## Problem to solve
An exact copy of the records is required, minus the pictures they hold.

## Supplied records
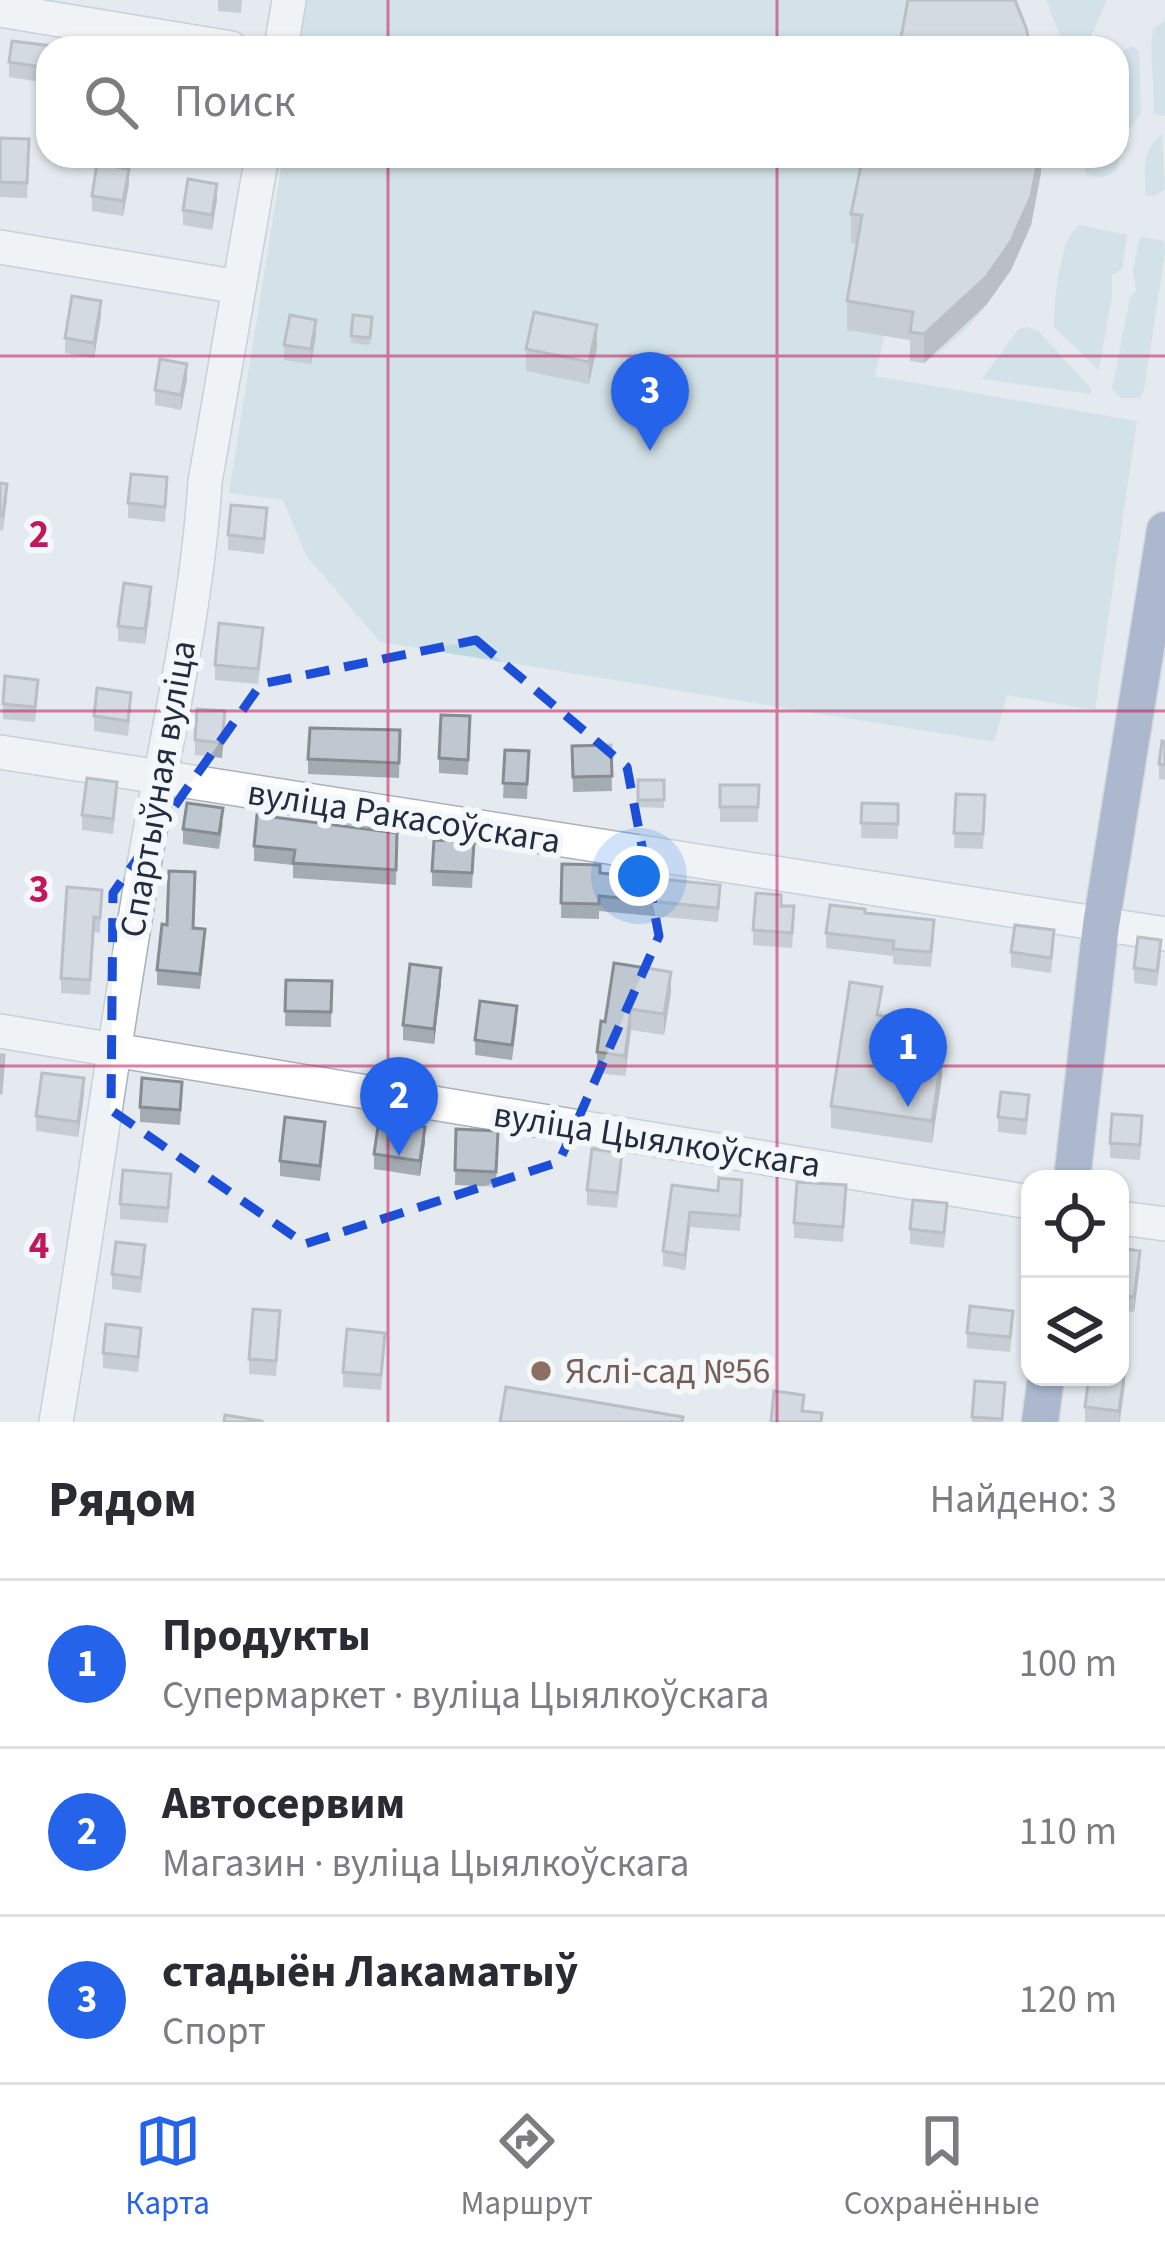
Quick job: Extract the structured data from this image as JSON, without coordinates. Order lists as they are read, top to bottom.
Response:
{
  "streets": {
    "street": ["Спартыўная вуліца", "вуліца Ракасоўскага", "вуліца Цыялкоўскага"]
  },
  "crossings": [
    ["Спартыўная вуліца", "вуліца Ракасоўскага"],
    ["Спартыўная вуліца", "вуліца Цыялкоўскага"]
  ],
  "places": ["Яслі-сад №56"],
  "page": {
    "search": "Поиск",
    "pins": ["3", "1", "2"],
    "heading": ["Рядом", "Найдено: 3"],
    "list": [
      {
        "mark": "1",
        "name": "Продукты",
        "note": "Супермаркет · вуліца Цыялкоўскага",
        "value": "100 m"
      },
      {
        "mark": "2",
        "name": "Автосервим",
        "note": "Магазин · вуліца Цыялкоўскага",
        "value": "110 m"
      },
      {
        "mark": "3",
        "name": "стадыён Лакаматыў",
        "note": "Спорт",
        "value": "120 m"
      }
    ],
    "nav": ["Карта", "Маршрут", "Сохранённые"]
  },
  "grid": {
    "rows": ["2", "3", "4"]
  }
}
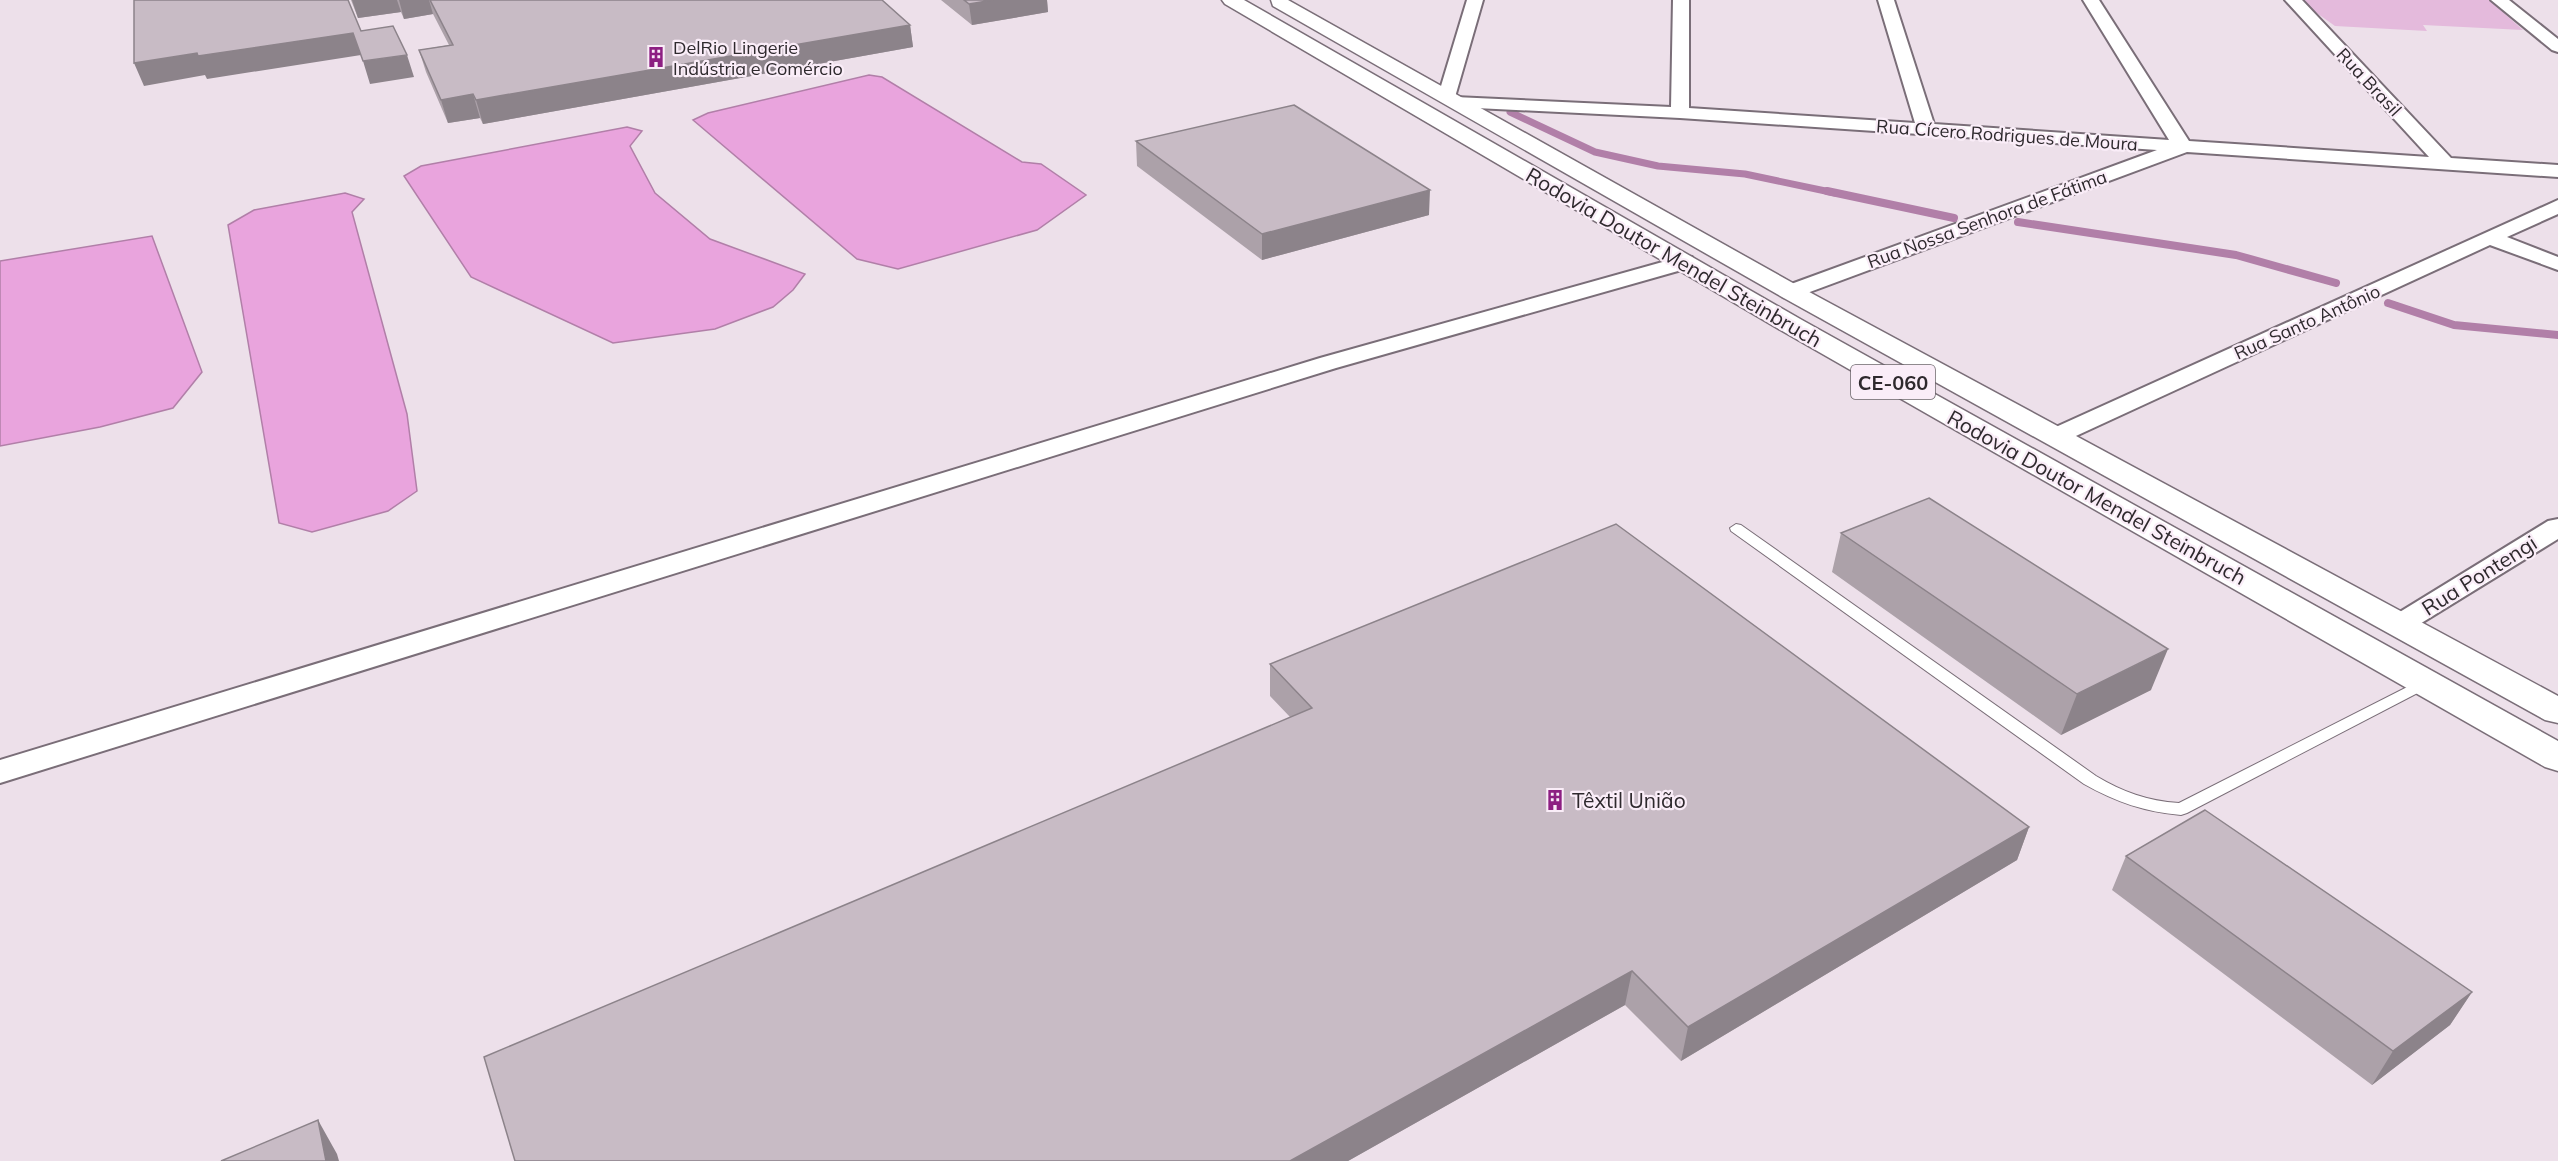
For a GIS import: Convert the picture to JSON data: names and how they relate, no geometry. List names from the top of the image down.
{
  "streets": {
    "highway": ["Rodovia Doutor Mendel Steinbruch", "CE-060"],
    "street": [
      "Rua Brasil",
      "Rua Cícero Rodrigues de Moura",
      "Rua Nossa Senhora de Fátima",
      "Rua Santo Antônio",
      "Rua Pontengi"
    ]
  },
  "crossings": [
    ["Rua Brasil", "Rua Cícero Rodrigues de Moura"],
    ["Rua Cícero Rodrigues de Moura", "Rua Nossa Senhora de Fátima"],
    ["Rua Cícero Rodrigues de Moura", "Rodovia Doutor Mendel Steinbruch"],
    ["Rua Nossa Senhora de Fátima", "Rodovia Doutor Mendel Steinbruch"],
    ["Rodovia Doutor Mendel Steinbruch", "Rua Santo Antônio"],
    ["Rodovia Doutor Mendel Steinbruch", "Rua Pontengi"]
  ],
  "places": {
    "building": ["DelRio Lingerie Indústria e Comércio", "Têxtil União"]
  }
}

## Your solution
Quick job: Extract the structured data from this image as JSON, without coordinates. Order lists as they are read, top to bottom.
Response:
{
  "streets": {
    "street": ["Спартыўная вуліца", "вуліца Ракасоўскага", "вуліца Цыялкоўскага"]
  },
  "crossings": [
    ["Спартыўная вуліца", "вуліца Ракасоўскага"],
    ["Спартыўная вуліца", "вуліца Цыялкоўскага"]
  ],
  "places": ["Яслі-сад №56"],
  "page": {
    "search": "Поиск",
    "pins": ["3", "1", "2"],
    "heading": ["Рядом", "Найдено: 3"],
    "list": [
      {
        "mark": "1",
        "name": "Продукты",
        "note": "Супермаркет · вуліца Цыялкоўскага",
        "value": "100 m"
      },
      {
        "mark": "2",
        "name": "Автосервим",
        "note": "Магазин · вуліца Цыялкоўскага",
        "value": "110 m"
      },
      {
        "mark": "3",
        "name": "стадыён Лакаматыў",
        "note": "Спорт",
        "value": "120 m"
      }
    ],
    "nav": ["Карта", "Маршрут", "Сохранённые"]
  },
  "grid": {
    "rows": ["2", "3", "4"]
  }
}
For a GIS import: Convert the picture to JSON data: names and how they relate, no geometry. List names from the top of the image down.
{
  "streets": {
    "highway": ["Rodovia Doutor Mendel Steinbruch", "CE-060"],
    "street": [
      "Rua Brasil",
      "Rua Cícero Rodrigues de Moura",
      "Rua Nossa Senhora de Fátima",
      "Rua Santo Antônio",
      "Rua Pontengi"
    ]
  },
  "crossings": [
    ["Rua Brasil", "Rua Cícero Rodrigues de Moura"],
    ["Rua Cícero Rodrigues de Moura", "Rua Nossa Senhora de Fátima"],
    ["Rua Cícero Rodrigues de Moura", "Rodovia Doutor Mendel Steinbruch"],
    ["Rua Nossa Senhora de Fátima", "Rodovia Doutor Mendel Steinbruch"],
    ["Rodovia Doutor Mendel Steinbruch", "Rua Santo Antônio"],
    ["Rodovia Doutor Mendel Steinbruch", "Rua Pontengi"]
  ],
  "places": {
    "building": ["DelRio Lingerie Indústria e Comércio", "Têxtil União"]
  }
}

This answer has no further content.